Re: Reducing ClogControlLock contention

From: Amit Kapila <amit(dot)kapila16(at)gmail(dot)com>
To: Simon Riggs <simon(at)2ndquadrant(dot)com>
Cc: Andres Freund <andres(at)anarazel(dot)de>, PostgreSQL-development <pgsql-hackers(at)postgresql(dot)org>
Subject: Re: Reducing ClogControlLock contention
Date: 2015-08-31 11:34:59
Message-ID: CAA4eK1L8a6CA_Pjb-Ke1+JzE9yvx_aaowMKt5j6Kn9YumwkpYQ@mail.gmail.com
Views: Raw Message | Whole Thread | Download mbox | Resend email
Thread:
Lists: pgsql-hackers

On Wed, Aug 26, 2015 at 4:18 PM, Simon Riggs <simon(at)2ndquadrant(dot)com> wrote:
>
> On 26 August 2015 at 11:40, Amit Kapila <amit(dot)kapila16(at)gmail(dot)com> wrote:
>>
>> On Tue, Aug 25, 2015 at 2:21 PM, Simon Riggs <simon(at)2ndquadrant(dot)com>
wrote:
>>>
>>> On 22 August 2015 at 15:14, Andres Freund <andres(at)anarazel(dot)de> wrote:
>>
>>
>>>>
>>>> TransactionIdSetPageStatus() calls TransactionIdSetStatusBit(), which
>>>> writes an 8 byte variable (the lsn).

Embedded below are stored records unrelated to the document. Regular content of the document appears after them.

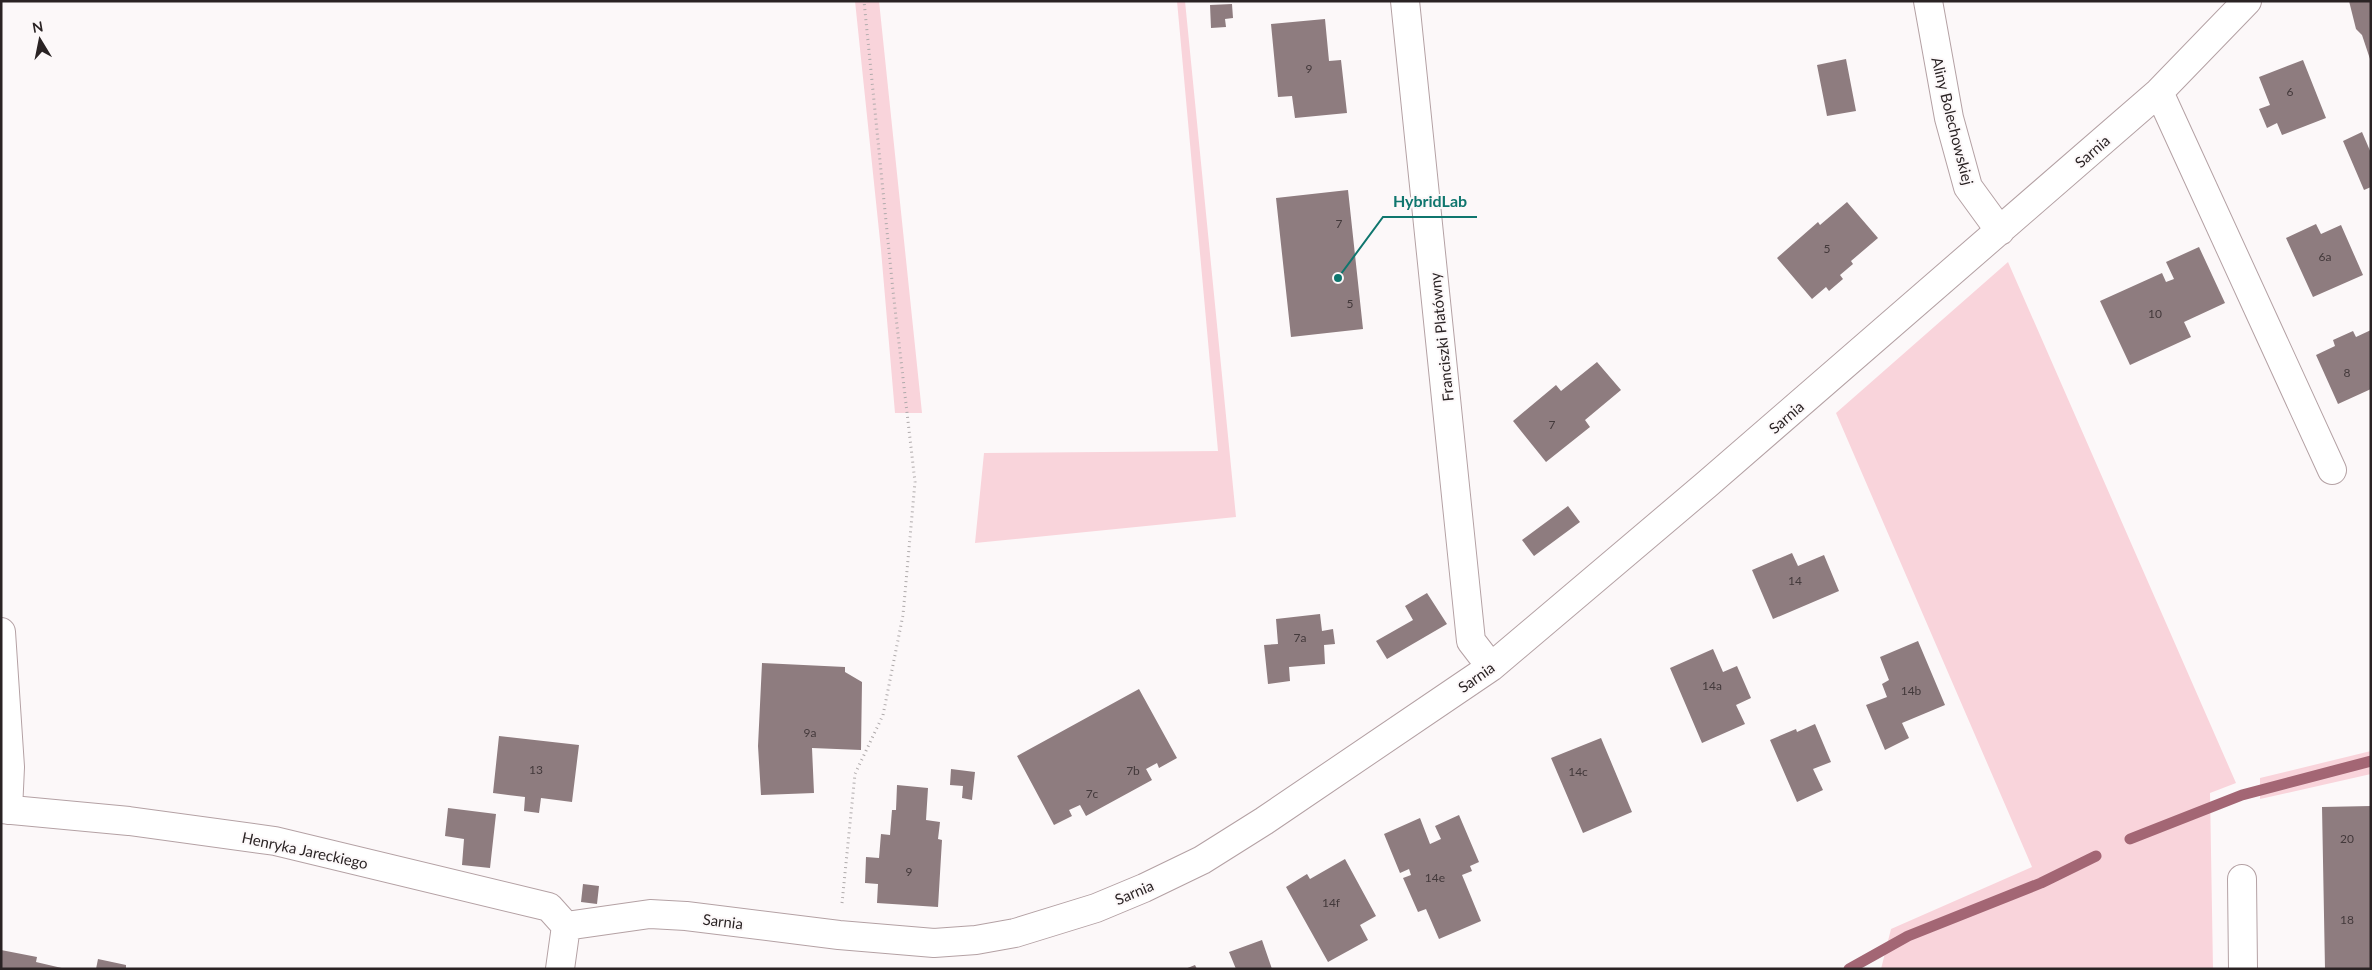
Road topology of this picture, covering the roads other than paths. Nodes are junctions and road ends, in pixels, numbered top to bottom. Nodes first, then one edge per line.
1 (1405, 1) edge
2 (1928, 1) edge
3 (2247, 1) edge
4 (2160, 92) junction
5 (2000, 231) junction
6 (2332, 470) dead end
7 (1, 632) edge
8 (1491, 667) junction
9 (5, 810) edge
10 (2242, 879) dead end
11 (566, 926) junction
12 (560, 969) edge
13 (2243, 969) edge

1 - 8 street, Franciszki Platówny
2 - 5 street, Aliny Bolechowskiej
3 - 4 street, Sarnia
4 - 5 street, Sarnia
4 - 6 street
5 - 8 street, Sarnia
7 - 9 street
8 - 11 street, Sarnia
9 - 11 street, Henryka Jareckiego
10 - 13 street
11 - 12 street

That's not safe.
>>>
>>>
>>> Agreed, thanks for spotting that.
>>>
>>> I see this as the biggest problem to overcome with this patch.
>>
>>
>> How about using 64bit atomics or spinlock to protect this variable?
>
>
> Spinlock is out IMHO because this happens on every clog lookup. So it
must be an atomic read.
>

Agreed, however using atomics is still an option, yet another way could
be before updating group_lsn, check if we already have CLogControlLock
in Exclusive mode then update it, else release the lock, re-acquire in
Exclusive mode and update the variable. The first thing that comes to mind
with this idea is that it will be less performant, yes thats true, but it
will be
only done for asynchronous commits (mode which is generally not recommended
for production-use) and that too not on every commit, so may be the impact
is
not that high. I have updated the patch (attached with mail) to show
you what
I have in mind.

Another point about the latest patch:

+ (write_ok ||
+ shared->page_status[slotno] != SLRU_PAGE_WRITE_IN_PROGRESS))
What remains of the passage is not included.